Deep learning is currently enjoying immense popularity because of what researchers have been able to demonstrate in last few years, and the investment big names like Baidu, Facebook, Google, and Microsoft are making in this technology. Deep learning is being used to address important problems in computer vision, speech recognition, and natural language processing to provide sensory capabilities to computers at par with humans.  Computer vision community has been running a very large scale object recognition competition, known as ImageNet challenge, wherein researchers and scientists from universities and industry research labs from across the globe compete to develop image recognition systems capable of recognizing a very large number of objects in images. The ImageNet competition has been ongoing since 2010. Early this year, a team of Microsoft’s researchers demonstrated a system that was trained using 1.2 million images containing 1,000 different objects. Their system was able to achieve a 4.92% error rate besting the estimated human error rate of 5.1%. Their system is based on convolution neural networks, a many layer deep neural network architecture popular for computer vision and object recognition tasks.

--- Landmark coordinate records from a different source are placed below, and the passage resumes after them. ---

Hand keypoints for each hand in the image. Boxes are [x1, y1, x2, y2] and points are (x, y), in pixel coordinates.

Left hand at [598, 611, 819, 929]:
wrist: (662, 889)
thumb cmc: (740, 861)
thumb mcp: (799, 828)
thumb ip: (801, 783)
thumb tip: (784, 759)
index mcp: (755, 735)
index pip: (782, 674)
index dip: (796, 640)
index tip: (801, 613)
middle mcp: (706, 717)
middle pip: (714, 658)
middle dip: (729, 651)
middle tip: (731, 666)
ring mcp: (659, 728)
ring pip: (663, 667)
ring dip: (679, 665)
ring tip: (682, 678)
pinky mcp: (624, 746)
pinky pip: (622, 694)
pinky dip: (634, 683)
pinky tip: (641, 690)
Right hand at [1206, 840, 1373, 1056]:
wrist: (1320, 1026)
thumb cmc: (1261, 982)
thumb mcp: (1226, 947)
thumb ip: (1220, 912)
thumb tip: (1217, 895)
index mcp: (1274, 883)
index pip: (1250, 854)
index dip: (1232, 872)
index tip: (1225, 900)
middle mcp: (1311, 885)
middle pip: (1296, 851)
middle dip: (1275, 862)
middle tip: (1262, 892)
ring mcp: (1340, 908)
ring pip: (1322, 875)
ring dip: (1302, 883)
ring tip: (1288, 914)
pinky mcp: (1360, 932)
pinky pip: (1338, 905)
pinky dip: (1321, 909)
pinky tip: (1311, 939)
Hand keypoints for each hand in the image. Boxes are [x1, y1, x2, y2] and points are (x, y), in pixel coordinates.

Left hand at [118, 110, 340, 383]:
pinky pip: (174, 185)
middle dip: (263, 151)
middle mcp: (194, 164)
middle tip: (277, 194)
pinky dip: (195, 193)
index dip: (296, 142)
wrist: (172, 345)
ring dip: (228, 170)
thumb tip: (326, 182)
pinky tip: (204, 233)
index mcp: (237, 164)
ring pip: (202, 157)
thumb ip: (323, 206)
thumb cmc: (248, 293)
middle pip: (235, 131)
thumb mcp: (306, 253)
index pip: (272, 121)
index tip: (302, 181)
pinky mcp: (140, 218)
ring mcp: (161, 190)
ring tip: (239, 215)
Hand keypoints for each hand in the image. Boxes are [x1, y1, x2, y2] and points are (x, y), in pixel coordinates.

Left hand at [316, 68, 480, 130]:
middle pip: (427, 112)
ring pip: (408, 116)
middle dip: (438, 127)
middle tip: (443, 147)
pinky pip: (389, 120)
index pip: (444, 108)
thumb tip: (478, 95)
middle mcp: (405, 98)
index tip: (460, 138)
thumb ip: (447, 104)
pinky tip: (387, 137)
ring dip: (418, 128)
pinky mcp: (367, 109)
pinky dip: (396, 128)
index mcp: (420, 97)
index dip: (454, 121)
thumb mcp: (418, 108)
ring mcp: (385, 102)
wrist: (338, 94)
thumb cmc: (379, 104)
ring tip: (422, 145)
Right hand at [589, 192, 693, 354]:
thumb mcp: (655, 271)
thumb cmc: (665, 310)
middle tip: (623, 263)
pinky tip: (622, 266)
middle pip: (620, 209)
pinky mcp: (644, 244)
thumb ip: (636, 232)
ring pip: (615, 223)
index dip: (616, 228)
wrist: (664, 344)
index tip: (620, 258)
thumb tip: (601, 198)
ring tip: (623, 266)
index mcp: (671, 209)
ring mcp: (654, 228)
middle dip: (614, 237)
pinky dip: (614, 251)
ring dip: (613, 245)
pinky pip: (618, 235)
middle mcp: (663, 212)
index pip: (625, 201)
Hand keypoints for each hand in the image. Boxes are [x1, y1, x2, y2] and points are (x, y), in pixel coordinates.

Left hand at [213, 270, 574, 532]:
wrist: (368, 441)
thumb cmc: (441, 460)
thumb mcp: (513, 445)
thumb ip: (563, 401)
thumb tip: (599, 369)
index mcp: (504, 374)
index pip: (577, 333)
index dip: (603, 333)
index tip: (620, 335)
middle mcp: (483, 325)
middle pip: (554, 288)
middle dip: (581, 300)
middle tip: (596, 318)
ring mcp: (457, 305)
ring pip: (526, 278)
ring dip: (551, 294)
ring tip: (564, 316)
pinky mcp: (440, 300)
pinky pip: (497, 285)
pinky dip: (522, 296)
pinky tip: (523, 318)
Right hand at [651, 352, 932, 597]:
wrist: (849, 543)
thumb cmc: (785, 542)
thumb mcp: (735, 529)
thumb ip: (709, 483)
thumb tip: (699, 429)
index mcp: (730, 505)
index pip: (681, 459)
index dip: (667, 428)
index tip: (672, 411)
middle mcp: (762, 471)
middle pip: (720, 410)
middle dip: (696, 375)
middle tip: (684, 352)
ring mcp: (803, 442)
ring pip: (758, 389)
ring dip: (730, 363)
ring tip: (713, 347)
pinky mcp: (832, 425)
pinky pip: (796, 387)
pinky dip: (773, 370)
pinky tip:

Another impetus for popularity of deep learning came when the Kagle competition for dogs and cats recognition was won by the team using deep learning and the team trained the network in less than an hour to achieve over 97% accuracy.

A Bit of History

Deep learning is not the first neural network technique to have caused a great level of excitement. Similar excitement was felt about fifty years ago with the perceptron learning algorithm of Rosenblatt. It was shown that a perceptron could learn to distinguish between two classes of objects by presenting examples from two classes and making adjustments to perceptron weights to produce correct output. However, the excitement was short lived when it was realized that while perceptron learning was excellent for so called linearly separable problems there didn’t appear a way out to extend perceptron learning to nonlinearly separable problems by using a network of layered perceptrons. The figure below shows the difference between linearly and nonlinearly separable problems. In the left panel, a line can be drawn to separate circles from squares; perceptron learning can figure out such a line by starting out with a randomly drawn line and modifying it by repeatedly looking at examples of circles and squares till it achieve a complete separation. In the right panel, there is no line that completely separate circles from squares. With such a set of examples, perceptron learning never finishes figuring out the line and is thus unable to find a solution.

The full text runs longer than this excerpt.